Cameron Sinclair is a British architect and humanitarian. Sinclair studied architecture at the University of Westminster and the Bartlett School of Architecture, University College London, during which time he developed a keen interest in social, cultural, and humanitarian design. After moving to New York, one of Sinclair's first projects was providing shelter to New York's homeless through sustainable, transitional housing. In April, 1999 Sinclair co-founded Architecture for Humanity with Kate Stohr to provide design services and architectural solutions to humanitarian crises. The organization has grown to include 40,000 professionals and 72 chapters in 14 countries. Sinclair continues to serve as the organizations 'chief eternal optimist' (CEO).

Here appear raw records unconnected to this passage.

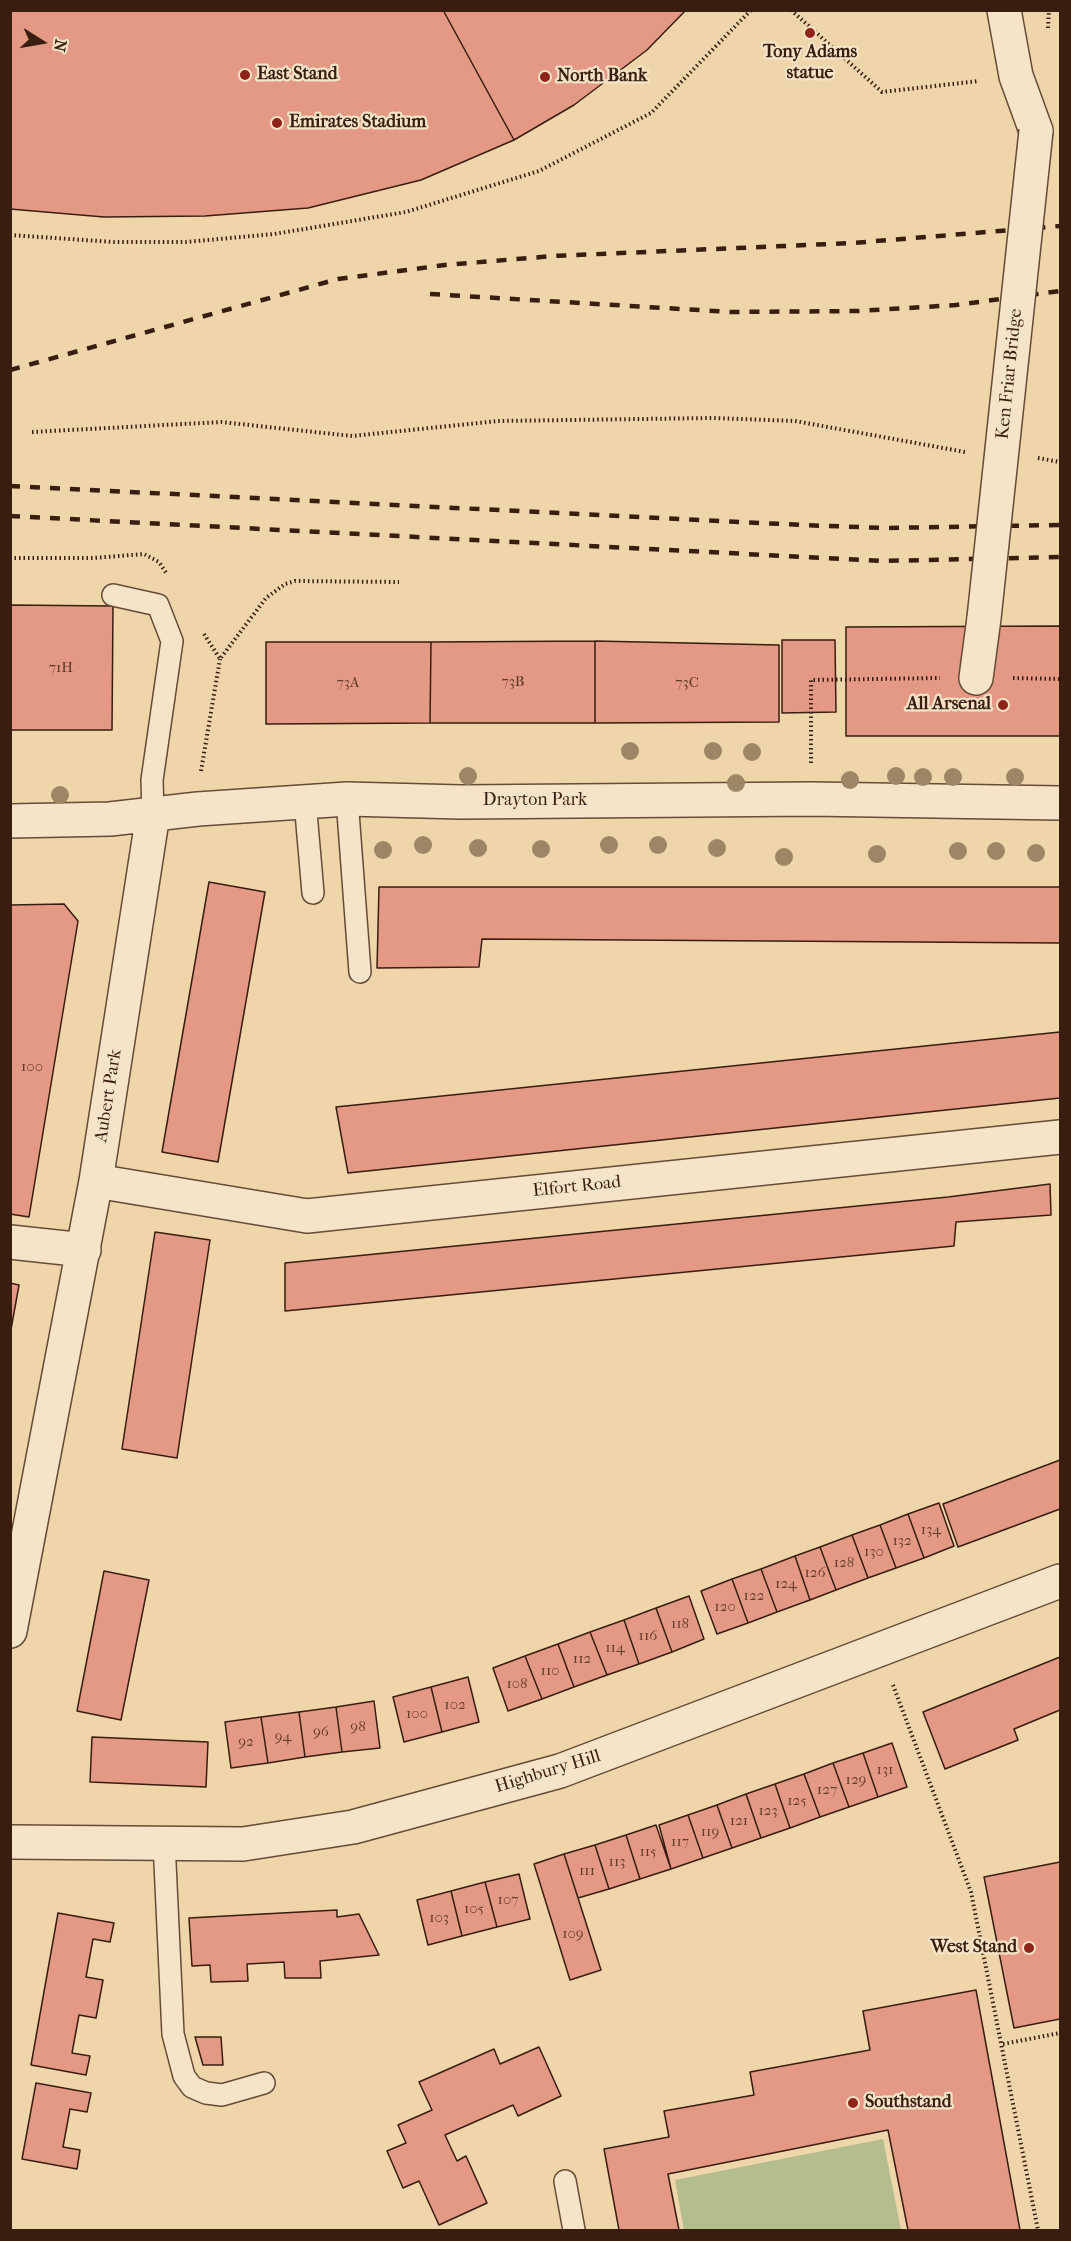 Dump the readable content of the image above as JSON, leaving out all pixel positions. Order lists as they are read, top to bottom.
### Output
{
  "streets": {
    "street": [
      "Ken Friar Bridge",
      "Drayton Park",
      "Aubert Park",
      "Elfort Road",
      "Highbury Hill"
    ]
  },
  "crossings": [
    ["Drayton Park", "Aubert Park"],
    ["Aubert Park", "Elfort Road"]
  ],
  "places": [
    "Tony Adams statue",
    "East Stand",
    "North Bank",
    "Emirates Stadium",
    "All Arsenal",
    "West Stand",
    "Southstand"
  ],
  "house_numbers": [
    "71H",
    "73B",
    "73A",
    "73C",
    "100",
    "134",
    "132",
    "130",
    "128",
    "126",
    "124",
    "122",
    "120",
    "118",
    "116",
    "114",
    "112",
    "110",
    "108",
    "102",
    "100",
    "98",
    "96",
    "94",
    "92",
    "131",
    "129",
    "127",
    "125",
    "123",
    "121",
    "119",
    "117",
    "115",
    "113",
    "111",
    "107",
    "105",
    "103",
    "109"
  ],
  "north": "right"
} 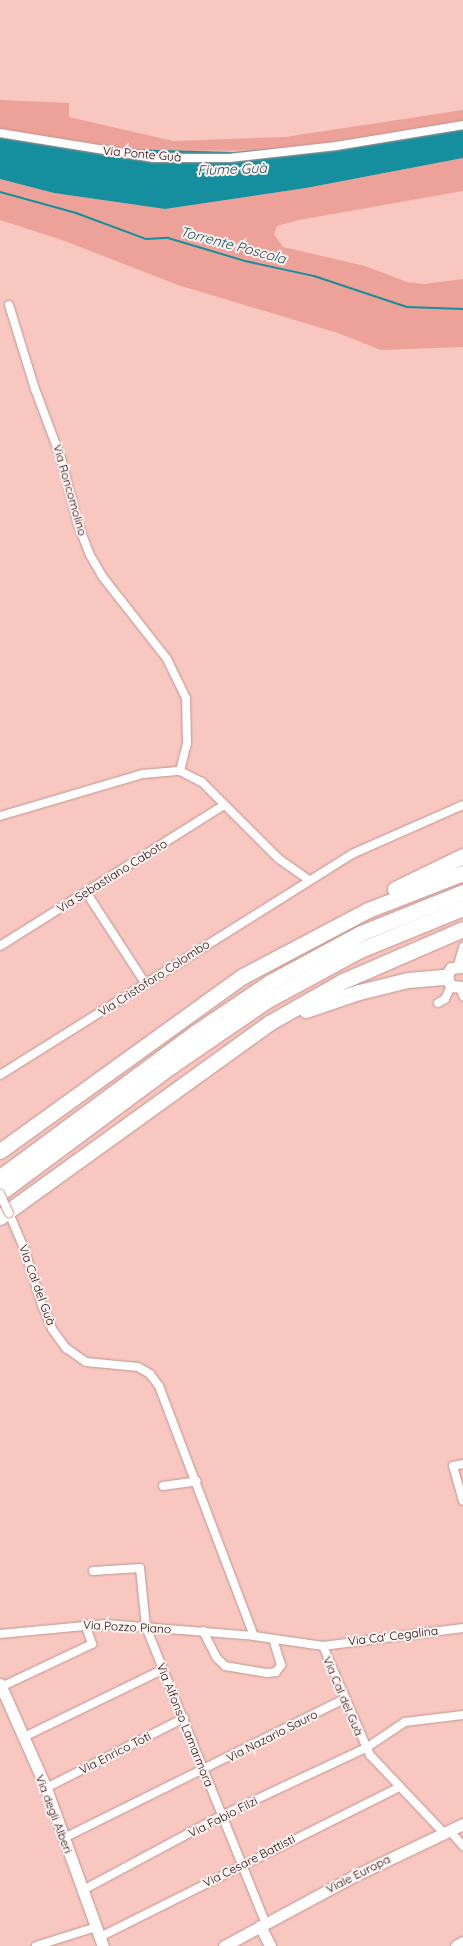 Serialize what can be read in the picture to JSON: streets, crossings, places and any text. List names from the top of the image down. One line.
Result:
{"streets":{"street":["Via Ponte Guà","Via Roncomolino","Via Sebastiano Caboto","Via Cristoforo Colombo","Via Cal del Guà","Via Pozzo Piano","Via Ca' Cegalina","Via Alfonso Lamarmora","Via Nazario Sauro","Via Enrico Toti","Via degli Alberi","Via Fabio Filzi","Via Cesare Battisti","Viale Europa"]},"crossings":[["Via Cal del Guà","Via Pozzo Piano"],["Via Cal del Guà","Via Ca' Cegalina"],["Via Cal del Guà","Via Nazario Sauro"],["Via Cal del Guà","Via Fabio Filzi"],["Via Cal del Guà","Via Cesare Battisti"],["Via Cal del Guà","Viale Europa"],["Via Pozzo Piano","Via Alfonso Lamarmora"],["Via Alfonso Lamarmora","Via Nazario Sauro"],["Via Alfonso Lamarmora","Via Enrico Toti"],["Via Alfonso Lamarmora","Via Fabio Filzi"],["Via Alfonso Lamarmora","Via Cesare Battisti"],["Via Alfonso Lamarmora","Viale Europa"],["Via Nazario Sauro","Via degli Alberi"],["Via Enrico Toti","Via degli Alberi"],["Via degli Alberi","Via Fabio Filzi"],["Via degli Alberi","Via Cesare Battisti"]],"water":["Fiume Guà","Torrente Poscola"]}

In 2006, Sinclair and Stohr authored "Design Like You Give A Damn: Architectural Responses to Humanitarian Crises". Sinclair and Stohr have also created the Open Architecture Network, the worlds’ first open source community dedicated to improving living conditions through innovative and sustainable design. Sinclair was named one of the Aspen Seven in 2004 by Fortune Magazine. In 2006, Sinclair received the TED Prize, was named RISD/Target Emerging Designer of the Year, and was chosen with Kate Stohr to receive the Wired Magazine Rave Award for Architecture for their work after Hurricane Katrina. In 2008 the University of Westminster awarded Sinclair an honorary doctorate for his services to the profession. Also in 2008, Sinclair was profiled in CNN's "Principle Voices" series, appeared in Sundance Channel's "Iconoclasts", and Sinclair and Stohr received the Design Patron Award during the National Design Awards. In 2009 Sinclair and Stohr were awarded the Bicentenary Medal by the Royal Society of Arts.
Future-ish added Sinclair to our PISA List in 2010.